(Images with localized body landmarks)
——

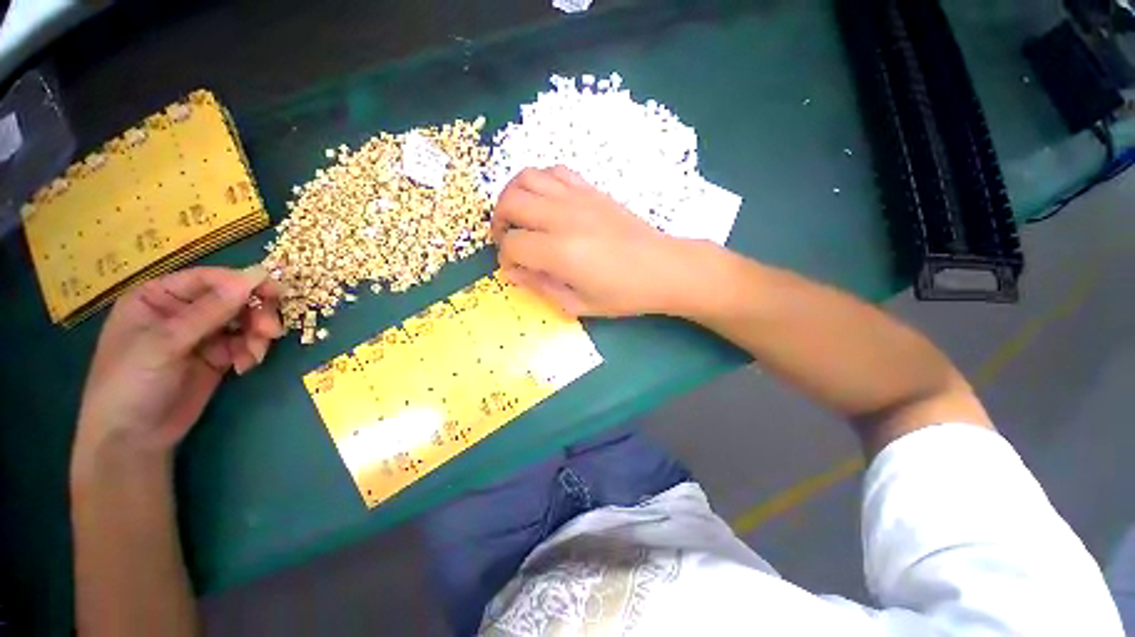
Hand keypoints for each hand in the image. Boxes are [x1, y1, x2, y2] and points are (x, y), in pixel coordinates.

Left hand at [75, 266, 284, 458]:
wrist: (133, 439)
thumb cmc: (132, 383)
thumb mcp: (166, 343)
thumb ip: (210, 310)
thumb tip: (256, 275)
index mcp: (159, 298)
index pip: (209, 279)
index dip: (242, 283)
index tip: (275, 293)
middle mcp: (182, 311)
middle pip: (232, 298)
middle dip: (255, 312)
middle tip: (270, 331)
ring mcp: (201, 335)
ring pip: (244, 321)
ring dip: (257, 334)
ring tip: (255, 354)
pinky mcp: (217, 357)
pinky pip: (245, 343)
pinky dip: (252, 351)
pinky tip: (245, 366)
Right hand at [493, 166, 701, 316]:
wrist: (663, 268)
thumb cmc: (623, 294)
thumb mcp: (578, 304)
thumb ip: (540, 287)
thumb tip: (512, 272)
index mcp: (560, 252)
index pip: (513, 244)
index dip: (505, 258)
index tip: (515, 268)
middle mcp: (563, 218)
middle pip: (510, 203)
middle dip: (499, 222)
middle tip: (508, 240)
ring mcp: (578, 198)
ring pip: (527, 178)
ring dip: (513, 196)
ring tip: (519, 217)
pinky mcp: (591, 189)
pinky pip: (555, 171)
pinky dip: (539, 182)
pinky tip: (544, 202)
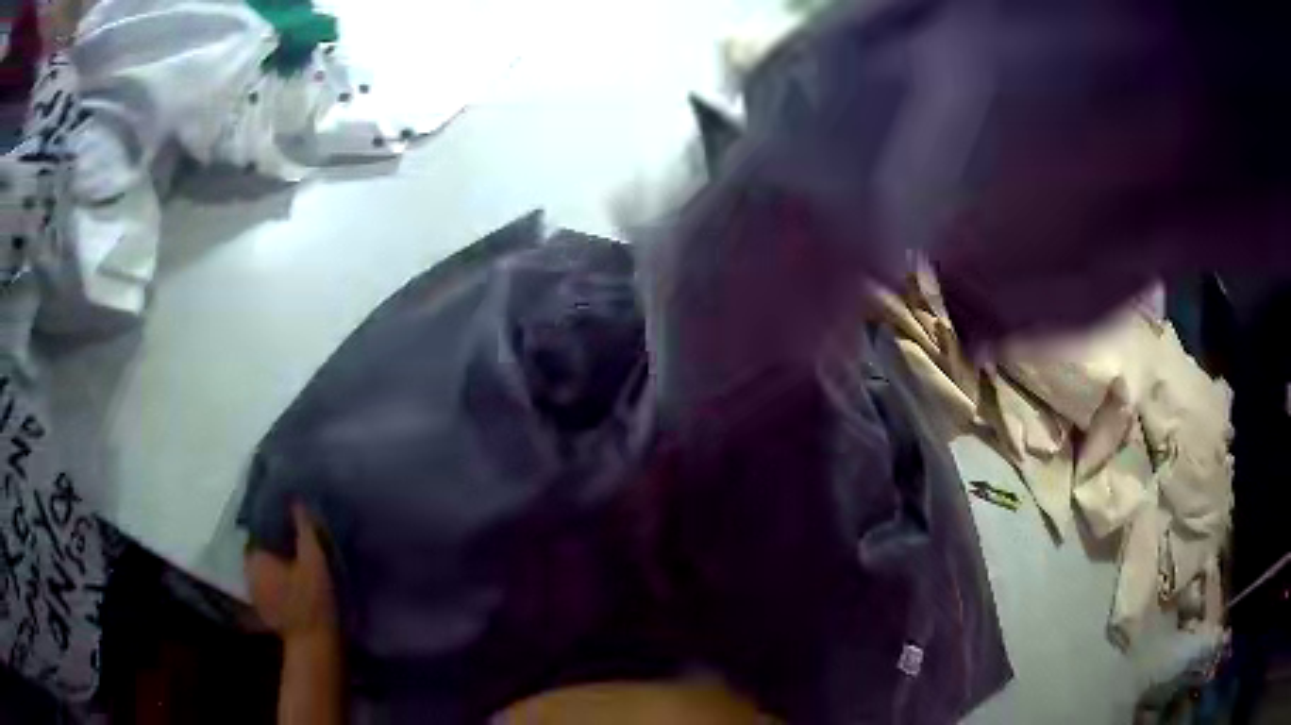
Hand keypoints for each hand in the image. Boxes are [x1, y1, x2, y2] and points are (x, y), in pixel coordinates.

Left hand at [246, 503, 337, 640]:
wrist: (313, 645)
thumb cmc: (312, 601)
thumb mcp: (314, 561)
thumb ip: (305, 530)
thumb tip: (297, 501)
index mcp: (255, 556)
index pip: (258, 528)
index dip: (273, 520)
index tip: (289, 517)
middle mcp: (248, 570)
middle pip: (259, 546)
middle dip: (273, 539)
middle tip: (293, 534)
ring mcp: (253, 591)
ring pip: (262, 565)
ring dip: (274, 559)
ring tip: (294, 554)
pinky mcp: (263, 606)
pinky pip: (266, 581)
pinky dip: (276, 576)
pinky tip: (292, 578)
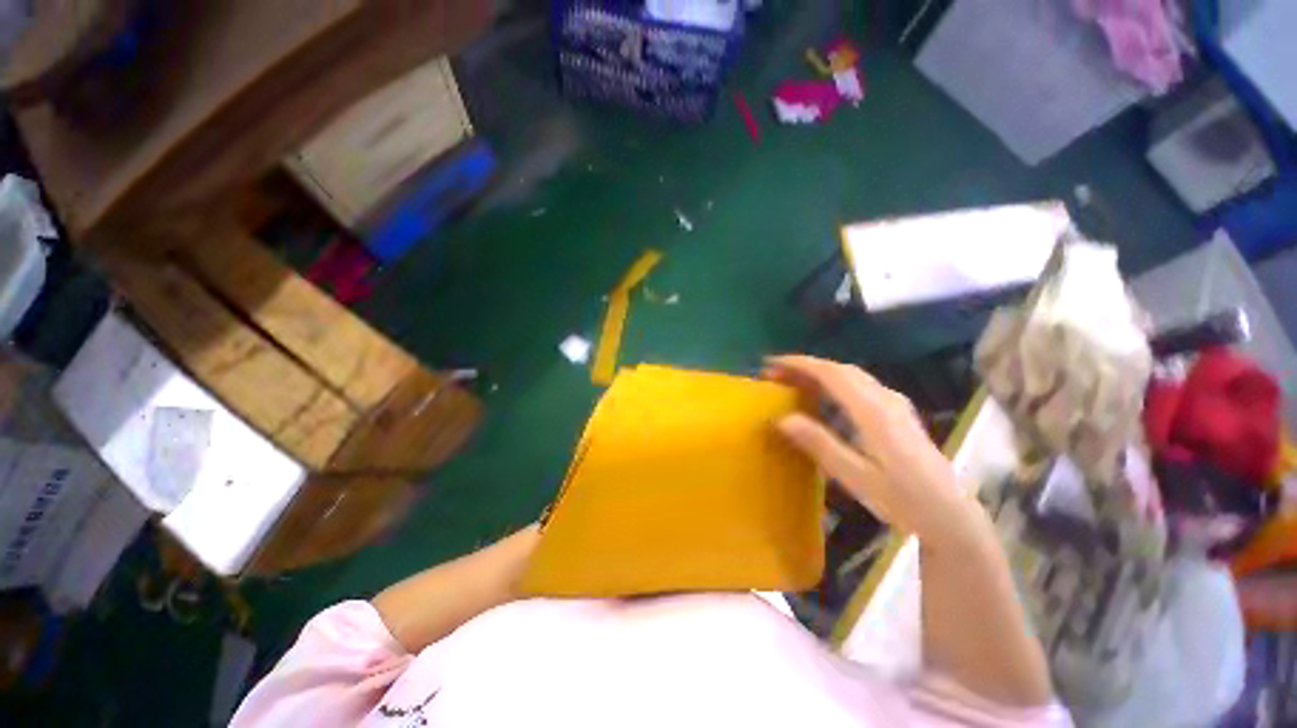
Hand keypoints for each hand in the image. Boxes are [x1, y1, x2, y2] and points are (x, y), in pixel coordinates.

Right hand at [766, 355, 983, 549]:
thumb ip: (819, 443)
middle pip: (840, 370)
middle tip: (775, 375)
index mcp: (873, 411)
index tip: (771, 364)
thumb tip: (781, 418)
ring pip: (851, 376)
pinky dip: (835, 383)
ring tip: (792, 383)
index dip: (799, 364)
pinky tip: (824, 397)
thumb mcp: (855, 476)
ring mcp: (895, 404)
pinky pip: (860, 386)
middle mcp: (885, 399)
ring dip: (819, 373)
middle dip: (805, 367)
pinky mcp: (898, 412)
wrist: (952, 516)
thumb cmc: (903, 499)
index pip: (831, 373)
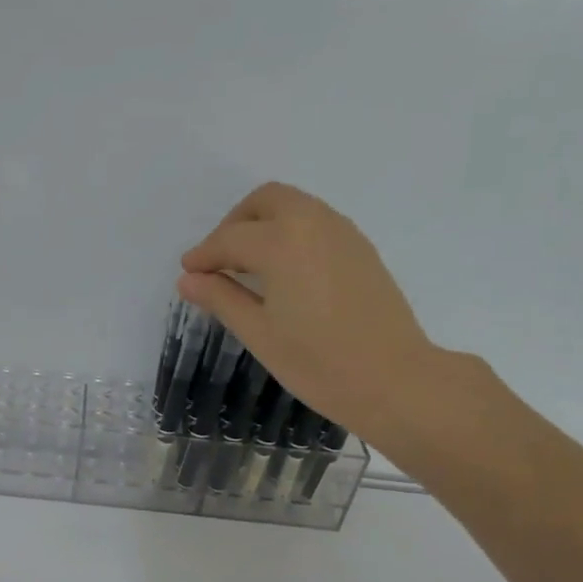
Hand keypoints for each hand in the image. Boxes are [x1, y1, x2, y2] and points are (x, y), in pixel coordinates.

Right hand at [178, 181, 450, 445]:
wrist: (394, 380)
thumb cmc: (317, 364)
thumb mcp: (259, 334)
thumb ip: (222, 299)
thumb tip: (188, 279)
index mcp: (282, 243)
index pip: (230, 239)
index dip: (204, 255)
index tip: (188, 274)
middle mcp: (313, 223)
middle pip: (265, 201)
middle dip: (235, 225)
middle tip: (219, 262)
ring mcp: (343, 233)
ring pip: (294, 207)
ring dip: (264, 225)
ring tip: (248, 269)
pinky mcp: (361, 248)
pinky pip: (316, 222)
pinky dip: (291, 234)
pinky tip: (284, 274)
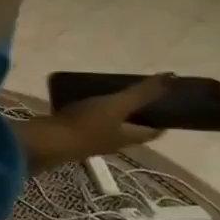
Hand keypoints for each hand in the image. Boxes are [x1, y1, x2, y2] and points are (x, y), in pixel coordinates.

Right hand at [19, 74, 169, 171]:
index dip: (161, 121)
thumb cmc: (85, 125)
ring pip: (105, 128)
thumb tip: (173, 76)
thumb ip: (142, 93)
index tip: (165, 107)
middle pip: (128, 131)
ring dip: (107, 116)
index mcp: (128, 137)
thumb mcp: (117, 105)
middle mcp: (111, 143)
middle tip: (132, 97)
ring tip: (103, 97)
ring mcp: (88, 142)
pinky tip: (77, 104)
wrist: (46, 142)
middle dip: (133, 117)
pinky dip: (85, 115)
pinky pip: (82, 125)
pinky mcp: (68, 138)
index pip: (152, 131)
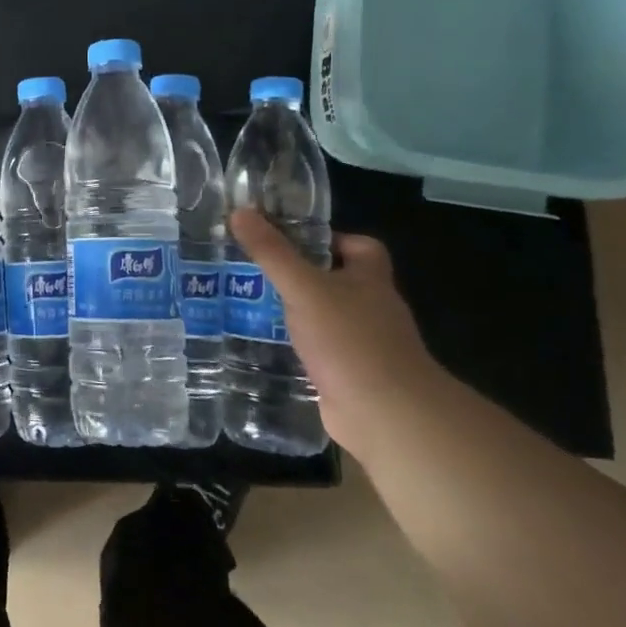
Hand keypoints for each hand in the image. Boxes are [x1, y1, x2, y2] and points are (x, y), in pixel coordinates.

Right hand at [228, 209, 446, 456]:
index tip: (290, 239)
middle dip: (300, 274)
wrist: (385, 416)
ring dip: (294, 312)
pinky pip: (318, 351)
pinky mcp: (348, 376)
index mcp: (370, 279)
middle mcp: (372, 308)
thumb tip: (240, 211)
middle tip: (254, 268)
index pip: (360, 246)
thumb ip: (272, 252)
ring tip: (247, 302)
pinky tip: (263, 343)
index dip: (329, 238)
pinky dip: (295, 346)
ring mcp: (363, 345)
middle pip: (337, 281)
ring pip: (324, 317)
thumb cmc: (351, 340)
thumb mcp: (304, 288)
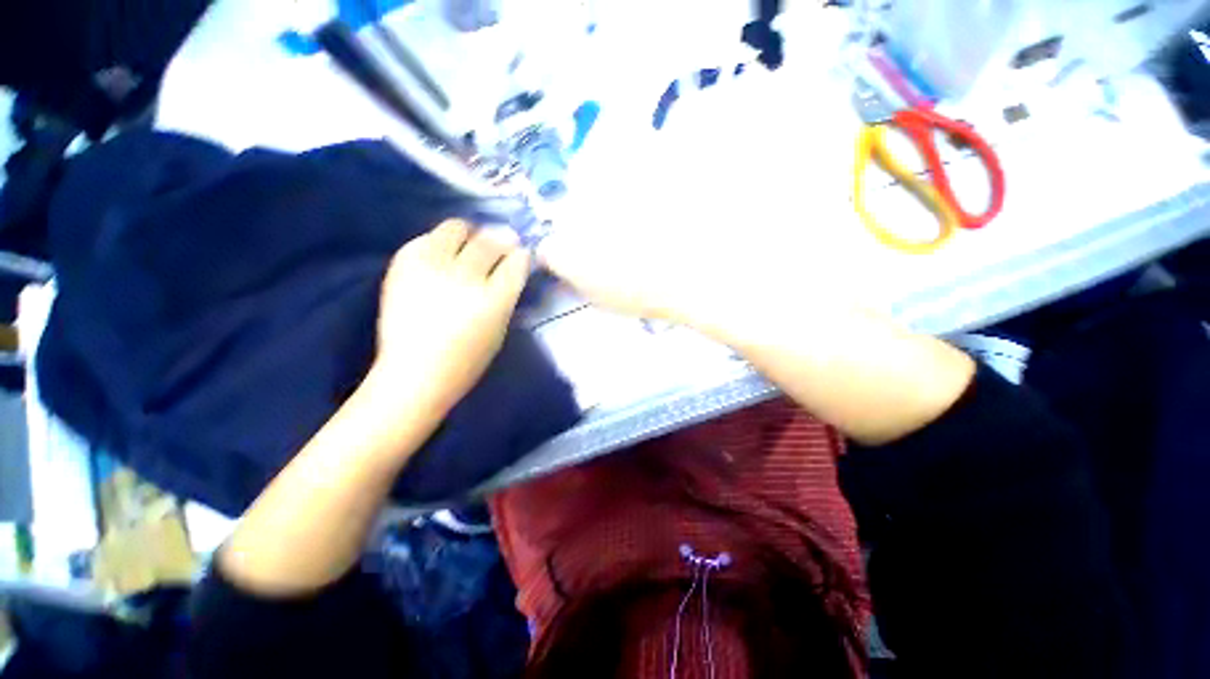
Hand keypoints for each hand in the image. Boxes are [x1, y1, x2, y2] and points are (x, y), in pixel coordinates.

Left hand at [375, 220, 529, 412]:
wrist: (414, 373)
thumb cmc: (467, 360)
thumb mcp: (500, 330)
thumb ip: (507, 295)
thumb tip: (511, 266)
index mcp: (493, 299)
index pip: (516, 261)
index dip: (521, 255)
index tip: (521, 253)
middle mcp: (464, 277)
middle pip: (489, 240)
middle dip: (502, 239)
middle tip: (502, 242)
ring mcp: (430, 267)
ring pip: (456, 228)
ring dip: (470, 234)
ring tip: (470, 245)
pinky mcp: (403, 265)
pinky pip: (427, 237)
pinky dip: (440, 242)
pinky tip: (443, 255)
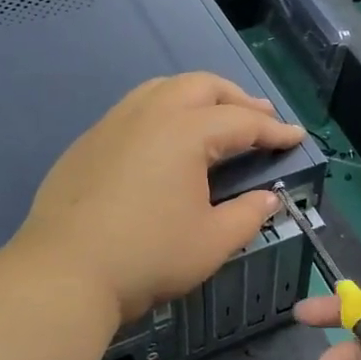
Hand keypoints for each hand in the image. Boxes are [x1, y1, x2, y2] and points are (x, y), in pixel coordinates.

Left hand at [16, 73, 305, 321]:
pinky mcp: (88, 142)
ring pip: (163, 89)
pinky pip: (135, 108)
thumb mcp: (213, 242)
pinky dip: (164, 111)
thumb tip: (268, 198)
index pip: (242, 121)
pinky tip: (166, 140)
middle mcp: (150, 114)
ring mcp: (113, 124)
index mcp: (186, 132)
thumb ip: (248, 214)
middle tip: (260, 117)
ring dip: (198, 97)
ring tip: (216, 117)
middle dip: (237, 98)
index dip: (274, 130)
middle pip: (202, 86)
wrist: (64, 273)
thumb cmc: (148, 256)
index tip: (296, 137)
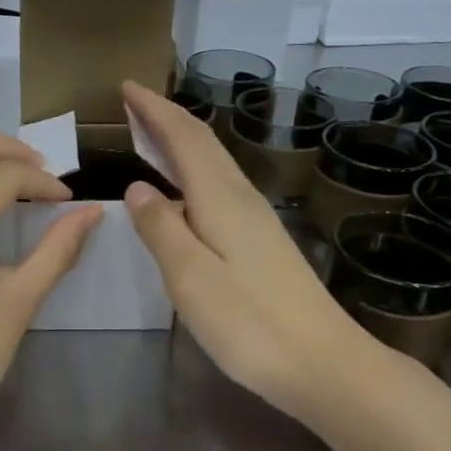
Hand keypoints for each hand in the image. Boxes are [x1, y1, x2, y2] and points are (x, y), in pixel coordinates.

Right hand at [120, 81, 381, 421]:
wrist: (324, 363)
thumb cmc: (250, 323)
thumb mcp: (190, 278)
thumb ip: (161, 229)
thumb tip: (138, 188)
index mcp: (221, 199)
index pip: (184, 138)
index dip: (154, 111)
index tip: (127, 87)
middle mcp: (241, 198)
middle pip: (203, 144)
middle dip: (167, 118)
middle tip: (133, 103)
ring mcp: (257, 219)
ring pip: (214, 164)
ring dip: (181, 141)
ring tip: (150, 136)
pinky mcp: (262, 242)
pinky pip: (220, 187)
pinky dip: (194, 172)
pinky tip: (183, 192)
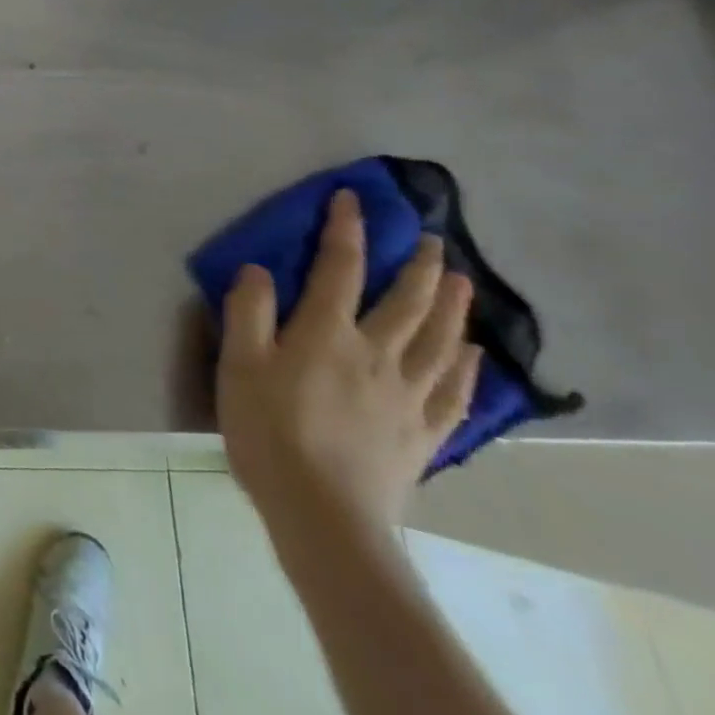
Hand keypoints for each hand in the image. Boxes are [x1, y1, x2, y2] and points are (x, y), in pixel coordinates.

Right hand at [216, 188, 481, 535]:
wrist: (324, 515)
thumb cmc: (269, 433)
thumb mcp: (239, 366)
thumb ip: (248, 312)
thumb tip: (260, 269)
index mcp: (326, 333)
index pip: (339, 268)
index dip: (347, 229)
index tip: (353, 199)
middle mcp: (375, 353)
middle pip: (406, 300)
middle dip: (420, 265)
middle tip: (434, 238)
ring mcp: (407, 394)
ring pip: (439, 339)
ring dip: (453, 306)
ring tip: (463, 280)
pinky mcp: (424, 433)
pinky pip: (454, 391)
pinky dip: (467, 367)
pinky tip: (475, 355)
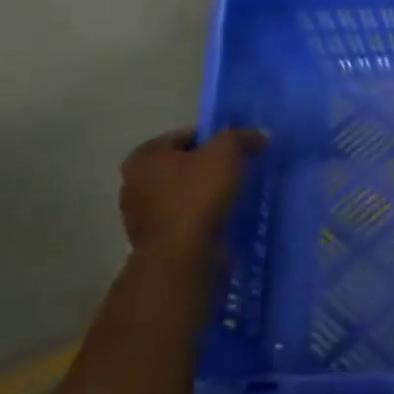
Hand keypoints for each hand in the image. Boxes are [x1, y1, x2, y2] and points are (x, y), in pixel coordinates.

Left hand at [118, 128, 264, 261]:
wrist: (182, 258)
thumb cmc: (197, 196)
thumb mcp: (226, 153)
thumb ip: (242, 137)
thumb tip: (259, 135)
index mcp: (144, 156)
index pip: (186, 137)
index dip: (214, 140)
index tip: (237, 150)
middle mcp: (133, 183)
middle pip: (182, 166)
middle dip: (208, 168)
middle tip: (237, 172)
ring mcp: (140, 217)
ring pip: (182, 194)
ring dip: (204, 195)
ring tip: (233, 197)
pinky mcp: (154, 243)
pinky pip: (183, 220)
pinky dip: (200, 218)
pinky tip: (222, 219)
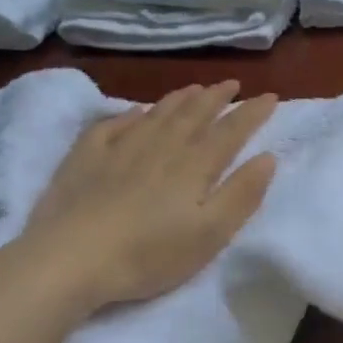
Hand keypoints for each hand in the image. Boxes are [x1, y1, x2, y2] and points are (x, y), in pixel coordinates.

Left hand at [14, 81, 278, 313]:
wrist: (71, 259)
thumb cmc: (150, 253)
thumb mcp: (211, 233)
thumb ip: (242, 194)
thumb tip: (267, 157)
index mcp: (195, 165)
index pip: (231, 131)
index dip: (253, 113)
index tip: (271, 97)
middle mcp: (162, 147)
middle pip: (194, 114)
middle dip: (217, 97)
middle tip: (232, 83)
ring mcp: (120, 148)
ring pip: (157, 113)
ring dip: (180, 99)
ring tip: (194, 88)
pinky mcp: (86, 157)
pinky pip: (113, 125)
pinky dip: (130, 114)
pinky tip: (136, 112)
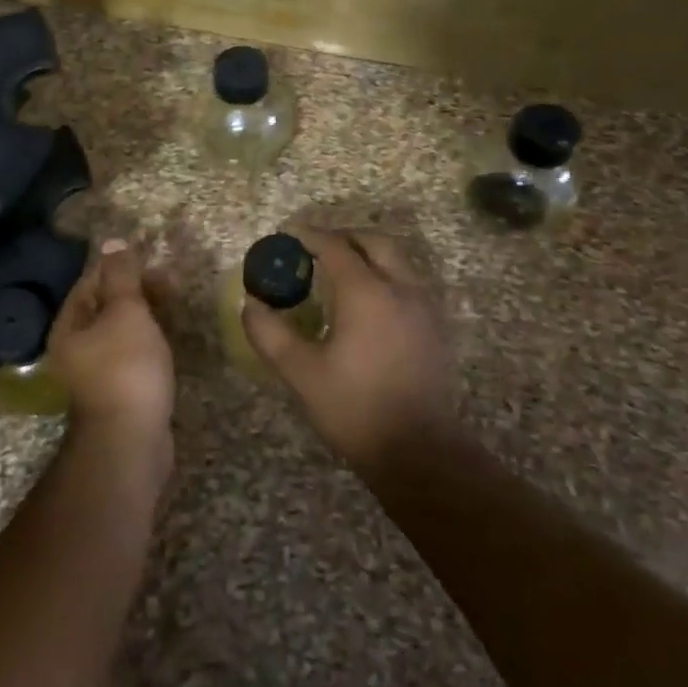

——

# [TASK ITEM]
Begin at the line that contains "wrist: (71, 259)" and transcribe exactly, and only, each line through the final line of the data above, both included; the pictures do not go in.

# [ANSWER TO THIS EXERCISE]
wrist: (71, 259)
thumb cmc: (150, 253)
thumb mcp: (211, 233)
thumb ip: (242, 194)
thumb tip: (267, 157)
index mcp: (195, 165)
index pip: (231, 131)
index dip: (253, 113)
index tip: (271, 97)
middle mcp: (162, 147)
middle pip: (194, 114)
middle dip: (217, 97)
middle tip: (232, 83)
ring mcp: (120, 148)
ring pip: (157, 113)
ring dip: (180, 99)
ring tip: (194, 88)
pinky mcp: (86, 157)
pinky pip: (113, 125)
pinky dip: (130, 114)
pinky tip: (136, 112)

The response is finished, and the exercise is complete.